According to one embodiment, processors 206 may also include a data cache 236 
including one or more levels of cache, such as first level cache (FLC) 240 and second 
level cache (SLC) 242. Furthermore, the processor 206 may also include a bus controller 
or bus interface unit (BIU) 238 to direct interaction with the processor bus 212. 
[0027] Front side bus (FSB) or processor bus or host bus 212 may be used to couple 
the multi-threaded processors 202-206 with the system interface 214. Processor bus 212 
may include a control bus 232, an address bus 244, and a data bus 236. Control bus 232, 
address bus 244, and data bus 236 may be point-to-point or multipoint/multidrop bi- 
directional buses, e.g., connected to three or more bus agents, as opposed to a point-to- 
point bus, which may be connected only between two bus agents. 
[0028] System interface 214 (or chipset) may be connected to the FSB 212 to 
interface other components of the system 200 with the FSB 212. For example, system 
interface 214 may includes a memory controller 218 for interfacing a main memory 216 
with the processor bus 212. According to one embodiment, the memory controller 218 
may include an embodiment of early data return or ready (EDRDY) mechanism 208. 

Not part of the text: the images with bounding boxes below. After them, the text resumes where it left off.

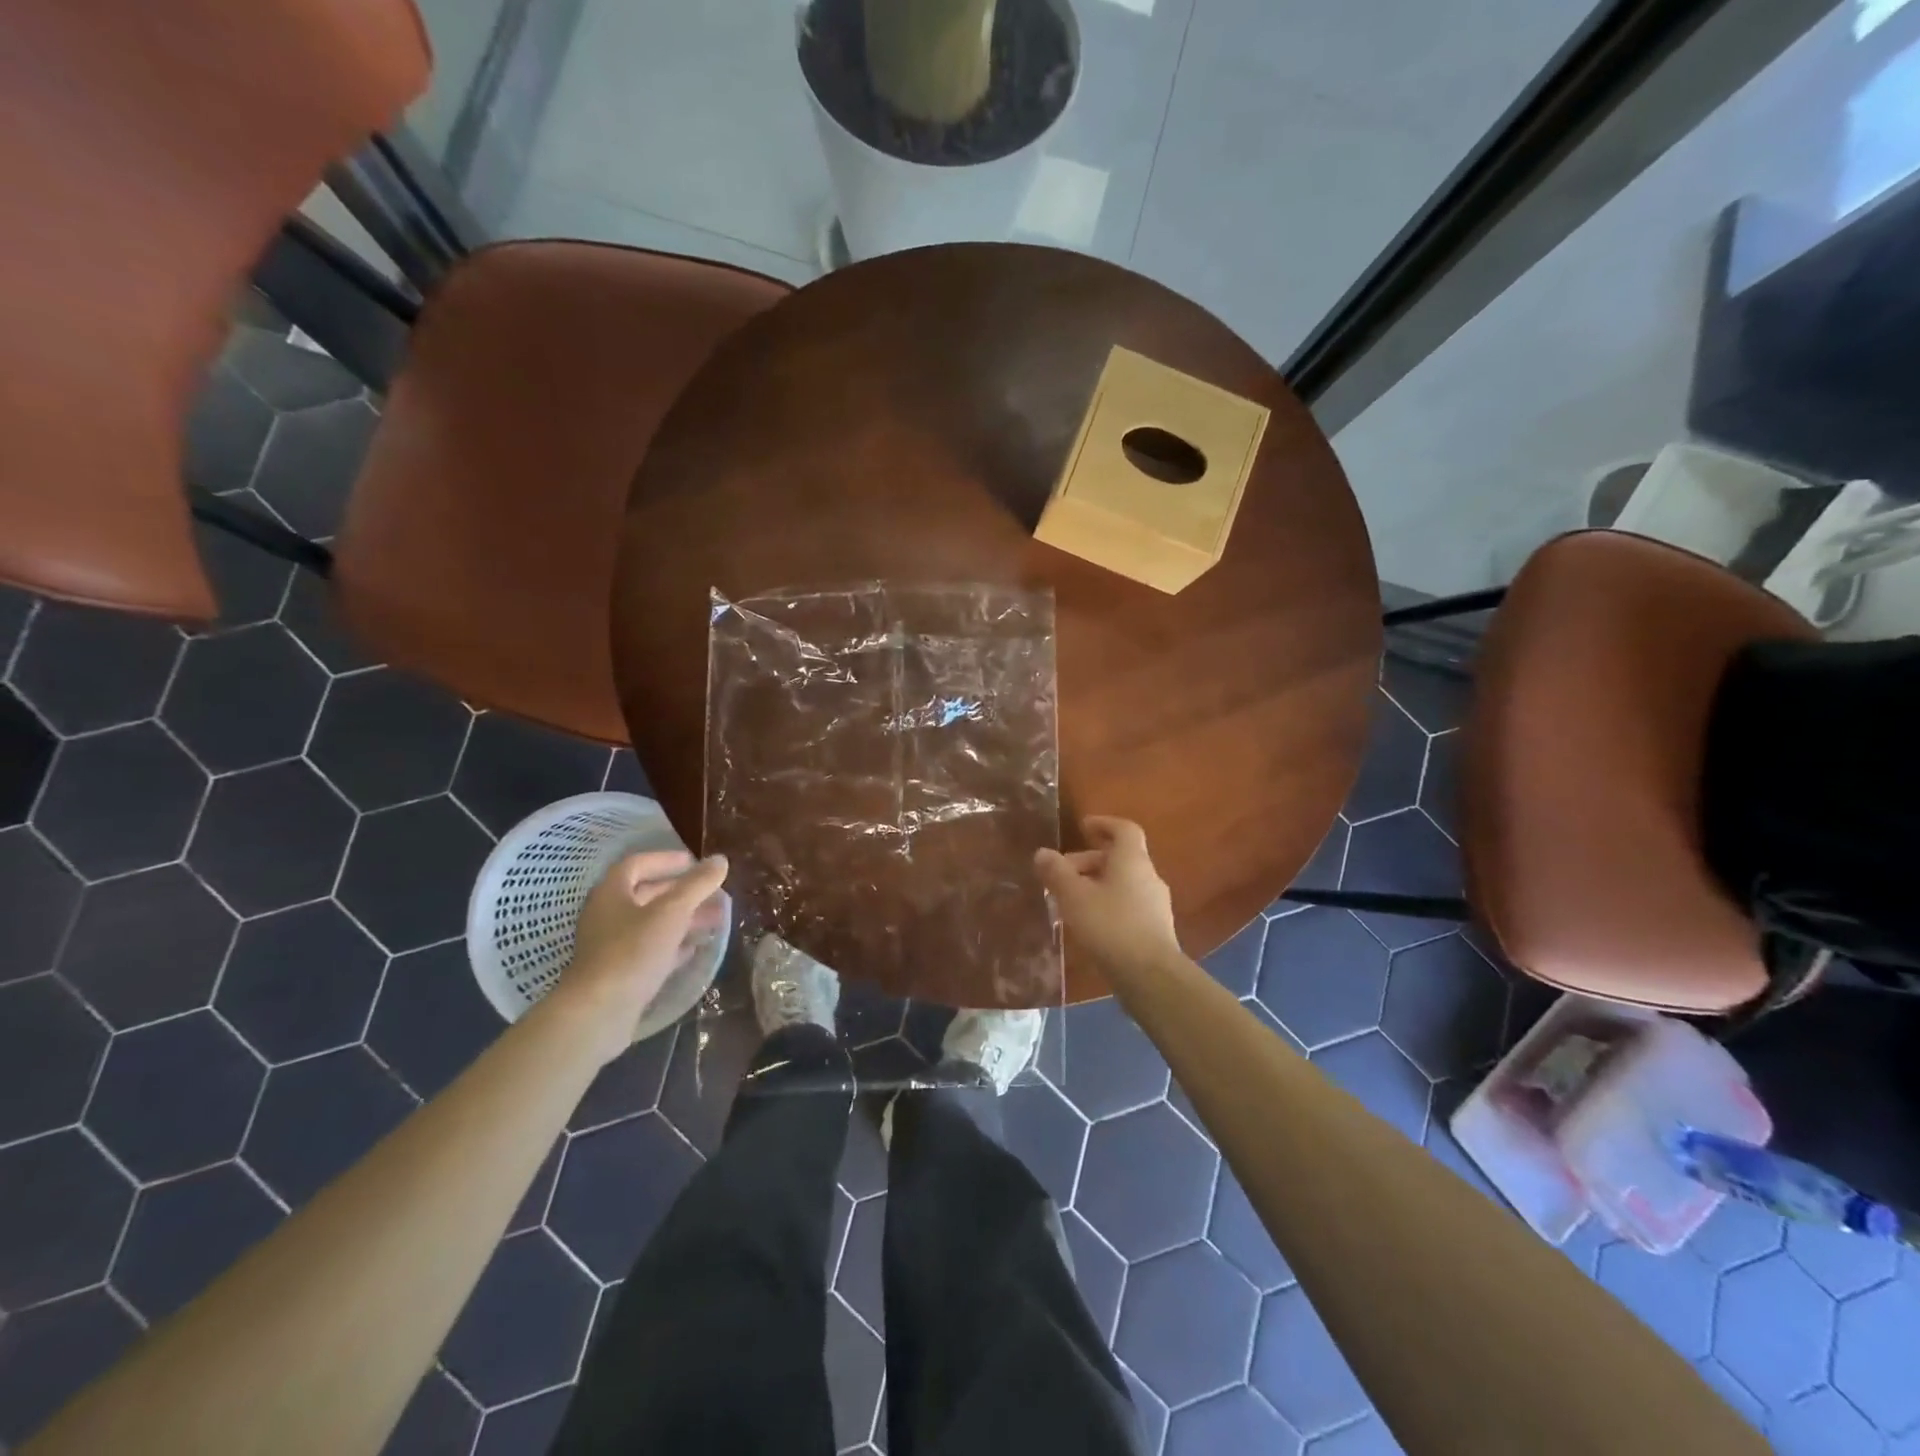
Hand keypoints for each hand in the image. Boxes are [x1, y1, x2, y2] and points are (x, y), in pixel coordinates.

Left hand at [551, 850, 728, 1064]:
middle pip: (646, 895)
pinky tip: (695, 948)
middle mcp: (607, 916)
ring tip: (714, 920)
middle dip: (681, 892)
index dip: (665, 860)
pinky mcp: (619, 973)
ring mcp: (610, 947)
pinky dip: (673, 945)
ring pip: (651, 924)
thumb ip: (697, 884)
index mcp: (611, 893)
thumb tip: (720, 860)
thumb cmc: (633, 952)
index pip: (637, 864)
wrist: (598, 1013)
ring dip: (682, 919)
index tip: (693, 862)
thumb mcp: (672, 912)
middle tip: (712, 893)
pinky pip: (650, 950)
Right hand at [1034, 817, 1178, 982]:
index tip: (1083, 827)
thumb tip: (1043, 853)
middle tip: (1061, 875)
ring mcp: (1156, 903)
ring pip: (1122, 883)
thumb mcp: (1074, 897)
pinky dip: (1108, 904)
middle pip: (1119, 858)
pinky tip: (1089, 924)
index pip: (1123, 829)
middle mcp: (1148, 876)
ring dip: (1096, 885)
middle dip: (1088, 862)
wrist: (1150, 975)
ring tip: (1070, 902)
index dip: (1104, 824)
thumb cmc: (1110, 926)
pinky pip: (1128, 904)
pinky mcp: (1155, 928)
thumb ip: (1057, 873)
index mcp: (1132, 860)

According to one embodiment, the EDRDY mechanism 208 may be used to transmit an 
early indication of data readiness one or more bus clocks before the data may be ready to 
be transmitted to the processor 206. Stated differently, using the EDRDY mechanism, 
the EDRDY indication may refer to the memory chips already being accessed and the 
data being in the process of transmission to the memory controller and re-packeted for 
transmission on the FSB. The data may then be filled into the data cache 236, such as 
into the FLC 240, coupled with or residing in the execution unit 234 of the processor 206.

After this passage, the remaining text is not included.